DESCRIPTION OF THE TASK:
Print the listing exactly, but only as far as the line containing "Write the network of the". The first line and that line are both included.

== == ==

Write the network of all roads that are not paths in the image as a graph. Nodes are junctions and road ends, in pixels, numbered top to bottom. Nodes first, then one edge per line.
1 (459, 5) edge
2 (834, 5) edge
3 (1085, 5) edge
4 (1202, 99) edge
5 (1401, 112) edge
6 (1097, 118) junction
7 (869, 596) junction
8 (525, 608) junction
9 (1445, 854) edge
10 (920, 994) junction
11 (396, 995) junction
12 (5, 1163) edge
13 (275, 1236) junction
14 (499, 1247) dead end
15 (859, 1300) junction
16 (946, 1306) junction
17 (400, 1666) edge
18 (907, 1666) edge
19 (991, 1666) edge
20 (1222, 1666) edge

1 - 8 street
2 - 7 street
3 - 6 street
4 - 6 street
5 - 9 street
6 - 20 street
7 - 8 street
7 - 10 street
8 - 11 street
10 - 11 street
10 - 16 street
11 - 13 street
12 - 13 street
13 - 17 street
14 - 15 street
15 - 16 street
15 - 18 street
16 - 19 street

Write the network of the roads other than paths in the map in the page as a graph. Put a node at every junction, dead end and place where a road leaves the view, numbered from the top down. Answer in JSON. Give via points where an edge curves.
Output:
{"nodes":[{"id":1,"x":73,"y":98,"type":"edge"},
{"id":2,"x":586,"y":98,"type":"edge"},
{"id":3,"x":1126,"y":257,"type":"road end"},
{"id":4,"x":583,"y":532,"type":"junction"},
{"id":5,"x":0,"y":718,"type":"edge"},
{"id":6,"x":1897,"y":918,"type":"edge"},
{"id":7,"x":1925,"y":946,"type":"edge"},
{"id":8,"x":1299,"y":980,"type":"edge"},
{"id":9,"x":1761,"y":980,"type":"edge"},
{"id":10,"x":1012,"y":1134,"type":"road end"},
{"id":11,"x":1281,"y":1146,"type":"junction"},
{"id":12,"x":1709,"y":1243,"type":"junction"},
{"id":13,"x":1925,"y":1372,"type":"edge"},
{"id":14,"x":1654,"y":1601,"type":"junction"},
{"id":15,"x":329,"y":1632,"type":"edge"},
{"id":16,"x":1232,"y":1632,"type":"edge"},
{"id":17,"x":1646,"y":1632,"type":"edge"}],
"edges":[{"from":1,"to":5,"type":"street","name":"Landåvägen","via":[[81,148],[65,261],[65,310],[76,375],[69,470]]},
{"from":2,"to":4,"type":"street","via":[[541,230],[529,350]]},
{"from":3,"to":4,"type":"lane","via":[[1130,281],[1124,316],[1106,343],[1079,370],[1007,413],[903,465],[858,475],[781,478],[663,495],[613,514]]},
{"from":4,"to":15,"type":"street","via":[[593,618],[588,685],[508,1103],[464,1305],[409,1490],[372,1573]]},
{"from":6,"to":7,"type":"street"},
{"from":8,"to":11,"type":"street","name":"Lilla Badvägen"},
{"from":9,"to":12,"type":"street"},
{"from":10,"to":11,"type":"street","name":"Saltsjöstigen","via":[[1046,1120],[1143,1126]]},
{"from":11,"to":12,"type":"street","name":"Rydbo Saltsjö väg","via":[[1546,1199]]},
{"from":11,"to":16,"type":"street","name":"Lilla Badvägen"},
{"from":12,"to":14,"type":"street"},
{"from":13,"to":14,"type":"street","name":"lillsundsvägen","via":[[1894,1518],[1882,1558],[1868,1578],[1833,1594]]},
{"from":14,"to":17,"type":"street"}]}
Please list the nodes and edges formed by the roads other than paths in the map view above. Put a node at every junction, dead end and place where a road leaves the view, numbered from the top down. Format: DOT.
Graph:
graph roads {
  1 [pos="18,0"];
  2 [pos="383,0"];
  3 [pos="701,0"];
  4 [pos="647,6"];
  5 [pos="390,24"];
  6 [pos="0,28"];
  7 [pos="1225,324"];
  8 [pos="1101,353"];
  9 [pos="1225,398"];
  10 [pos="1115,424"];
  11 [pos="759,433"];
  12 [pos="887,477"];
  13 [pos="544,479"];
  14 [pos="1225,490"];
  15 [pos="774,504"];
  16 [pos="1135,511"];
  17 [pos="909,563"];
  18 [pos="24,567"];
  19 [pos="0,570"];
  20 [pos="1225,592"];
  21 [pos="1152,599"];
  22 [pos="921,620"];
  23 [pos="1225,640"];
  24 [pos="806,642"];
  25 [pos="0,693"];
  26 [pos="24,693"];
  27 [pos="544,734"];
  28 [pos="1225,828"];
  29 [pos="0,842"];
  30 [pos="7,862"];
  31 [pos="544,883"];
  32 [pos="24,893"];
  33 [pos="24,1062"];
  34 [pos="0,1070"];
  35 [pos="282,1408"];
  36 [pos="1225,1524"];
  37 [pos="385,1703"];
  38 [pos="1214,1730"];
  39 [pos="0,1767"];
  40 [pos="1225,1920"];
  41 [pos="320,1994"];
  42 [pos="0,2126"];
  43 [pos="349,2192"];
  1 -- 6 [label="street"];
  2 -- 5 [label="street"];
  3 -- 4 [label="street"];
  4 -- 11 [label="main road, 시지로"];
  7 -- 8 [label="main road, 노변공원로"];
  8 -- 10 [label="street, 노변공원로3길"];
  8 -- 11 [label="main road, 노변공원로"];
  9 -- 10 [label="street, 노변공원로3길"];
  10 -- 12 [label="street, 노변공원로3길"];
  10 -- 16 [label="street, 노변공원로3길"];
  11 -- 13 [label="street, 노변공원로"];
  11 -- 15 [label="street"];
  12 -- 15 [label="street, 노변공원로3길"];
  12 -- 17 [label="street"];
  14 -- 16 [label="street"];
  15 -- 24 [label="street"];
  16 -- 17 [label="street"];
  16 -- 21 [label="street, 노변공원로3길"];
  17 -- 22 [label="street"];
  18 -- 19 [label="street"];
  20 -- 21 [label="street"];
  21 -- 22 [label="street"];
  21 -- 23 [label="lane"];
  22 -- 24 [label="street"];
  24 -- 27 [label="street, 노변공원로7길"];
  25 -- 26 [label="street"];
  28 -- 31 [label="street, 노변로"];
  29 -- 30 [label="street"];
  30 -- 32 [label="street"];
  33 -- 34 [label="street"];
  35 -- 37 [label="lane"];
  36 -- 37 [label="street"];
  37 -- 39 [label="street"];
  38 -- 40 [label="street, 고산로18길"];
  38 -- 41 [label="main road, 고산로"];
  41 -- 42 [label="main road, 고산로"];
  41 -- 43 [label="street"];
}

== == ==

PROBLEM SOLUTION:
Write the network of all roads that are not paths in the image as a graph. Nodes are junctions and road ends, in pixels, numbered top to bottom. Nodes first, then one edge per line.
1 (459, 5) edge
2 (834, 5) edge
3 (1085, 5) edge
4 (1202, 99) edge
5 (1401, 112) edge
6 (1097, 118) junction
7 (869, 596) junction
8 (525, 608) junction
9 (1445, 854) edge
10 (920, 994) junction
11 (396, 995) junction
12 (5, 1163) edge
13 (275, 1236) junction
14 (499, 1247) dead end
15 (859, 1300) junction
16 (946, 1306) junction
17 (400, 1666) edge
18 (907, 1666) edge
19 (991, 1666) edge
20 (1222, 1666) edge

1 - 8 street
2 - 7 street
3 - 6 street
4 - 6 street
5 - 9 street
6 - 20 street
7 - 8 street
7 - 10 street
8 - 11 street
10 - 11 street
10 - 16 street
11 - 13 street
12 - 13 street
13 - 17 street
14 - 15 street
15 - 16 street
15 - 18 street
16 - 19 street

Write the network of the roads other than paths in the map in the page as a graph. Put a node at every junction, dead end and place where a road leaves the view, numbered from the top down. Answer in JSON. Give via points where an edge curves.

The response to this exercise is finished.